(What the exercise asks) The answer should be an exact copy of the data.
━━ Input
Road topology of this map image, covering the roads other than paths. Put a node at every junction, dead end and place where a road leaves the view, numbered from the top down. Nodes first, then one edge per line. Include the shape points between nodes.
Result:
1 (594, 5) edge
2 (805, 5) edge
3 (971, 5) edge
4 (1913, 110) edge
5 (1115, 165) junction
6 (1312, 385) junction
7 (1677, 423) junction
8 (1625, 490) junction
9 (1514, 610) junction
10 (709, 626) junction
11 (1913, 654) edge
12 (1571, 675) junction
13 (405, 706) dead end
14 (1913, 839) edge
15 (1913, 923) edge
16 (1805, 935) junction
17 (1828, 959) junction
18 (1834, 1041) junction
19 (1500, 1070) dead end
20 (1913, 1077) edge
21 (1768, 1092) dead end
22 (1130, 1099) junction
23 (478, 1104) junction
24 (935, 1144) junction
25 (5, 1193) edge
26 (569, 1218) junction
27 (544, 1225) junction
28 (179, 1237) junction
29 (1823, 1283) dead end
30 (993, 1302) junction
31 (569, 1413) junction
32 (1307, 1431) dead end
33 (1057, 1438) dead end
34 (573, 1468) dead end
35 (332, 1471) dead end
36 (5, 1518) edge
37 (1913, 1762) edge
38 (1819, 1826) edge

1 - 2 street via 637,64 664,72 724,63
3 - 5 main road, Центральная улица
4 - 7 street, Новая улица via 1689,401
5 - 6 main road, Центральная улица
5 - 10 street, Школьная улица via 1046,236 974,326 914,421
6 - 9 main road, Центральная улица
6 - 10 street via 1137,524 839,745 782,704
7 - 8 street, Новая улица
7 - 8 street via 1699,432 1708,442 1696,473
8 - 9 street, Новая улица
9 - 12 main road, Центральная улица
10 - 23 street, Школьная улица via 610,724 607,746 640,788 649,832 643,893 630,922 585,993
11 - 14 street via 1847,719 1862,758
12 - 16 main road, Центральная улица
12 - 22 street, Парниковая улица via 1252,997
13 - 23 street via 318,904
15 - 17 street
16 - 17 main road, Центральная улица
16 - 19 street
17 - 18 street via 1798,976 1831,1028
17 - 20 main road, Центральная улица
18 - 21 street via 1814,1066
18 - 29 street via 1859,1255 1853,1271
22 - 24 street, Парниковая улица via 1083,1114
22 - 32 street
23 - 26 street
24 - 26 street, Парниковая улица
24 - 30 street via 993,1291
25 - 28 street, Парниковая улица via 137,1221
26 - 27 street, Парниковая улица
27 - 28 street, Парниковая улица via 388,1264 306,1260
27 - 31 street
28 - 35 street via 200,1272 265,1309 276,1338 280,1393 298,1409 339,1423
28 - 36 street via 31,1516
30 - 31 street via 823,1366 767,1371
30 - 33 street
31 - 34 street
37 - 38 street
━━━━
(Result)
Road topology of this map image, covering the roads other than paths. Put a node at every junction, dead end and place where a road leaves the view, numbered from the top down. Nodes first, then one edge per line. Include the shape points between nodes.
Result:
1 (594, 5) edge
2 (805, 5) edge
3 (971, 5) edge
4 (1913, 110) edge
5 (1115, 165) junction
6 (1312, 385) junction
7 (1677, 423) junction
8 (1625, 490) junction
9 (1514, 610) junction
10 (709, 626) junction
11 (1913, 654) edge
12 (1571, 675) junction
13 (405, 706) dead end
14 (1913, 839) edge
15 (1913, 923) edge
16 (1805, 935) junction
17 (1828, 959) junction
18 (1834, 1041) junction
19 (1500, 1070) dead end
20 (1913, 1077) edge
21 (1768, 1092) dead end
22 (1130, 1099) junction
23 (478, 1104) junction
24 (935, 1144) junction
25 (5, 1193) edge
26 (569, 1218) junction
27 (544, 1225) junction
28 (179, 1237) junction
29 (1823, 1283) dead end
30 (993, 1302) junction
31 (569, 1413) junction
32 (1307, 1431) dead end
33 (1057, 1438) dead end
34 (573, 1468) dead end
35 (332, 1471) dead end
36 (5, 1518) edge
37 (1913, 1762) edge
38 (1819, 1826) edge

1 - 2 street via 637,64 664,72 724,63
3 - 5 main road, Центральная улица
4 - 7 street, Новая улица via 1689,401
5 - 6 main road, Центральная улица
5 - 10 street, Школьная улица via 1046,236 974,326 914,421
6 - 9 main road, Центральная улица
6 - 10 street via 1137,524 839,745 782,704
7 - 8 street, Новая улица
7 - 8 street via 1699,432 1708,442 1696,473
8 - 9 street, Новая улица
9 - 12 main road, Центральная улица
10 - 23 street, Школьная улица via 610,724 607,746 640,788 649,832 643,893 630,922 585,993
11 - 14 street via 1847,719 1862,758
12 - 16 main road, Центральная улица
12 - 22 street, Парниковая улица via 1252,997
13 - 23 street via 318,904
15 - 17 street
16 - 17 main road, Центральная улица
16 - 19 street
17 - 18 street via 1798,976 1831,1028
17 - 20 main road, Центральная улица
18 - 21 street via 1814,1066
18 - 29 street via 1859,1255 1853,1271
22 - 24 street, Парниковая улица via 1083,1114
22 - 32 street
23 - 26 street
24 - 26 street, Парниковая улица
24 - 30 street via 993,1291
25 - 28 street, Парниковая улица via 137,1221
26 - 27 street, Парниковая улица
27 - 28 street, Парниковая улица via 388,1264 306,1260
27 - 31 street
28 - 35 street via 200,1272 265,1309 276,1338 280,1393 298,1409 339,1423
28 - 36 street via 31,1516
30 - 31 street via 823,1366 767,1371
30 - 33 street
31 - 34 street
37 - 38 street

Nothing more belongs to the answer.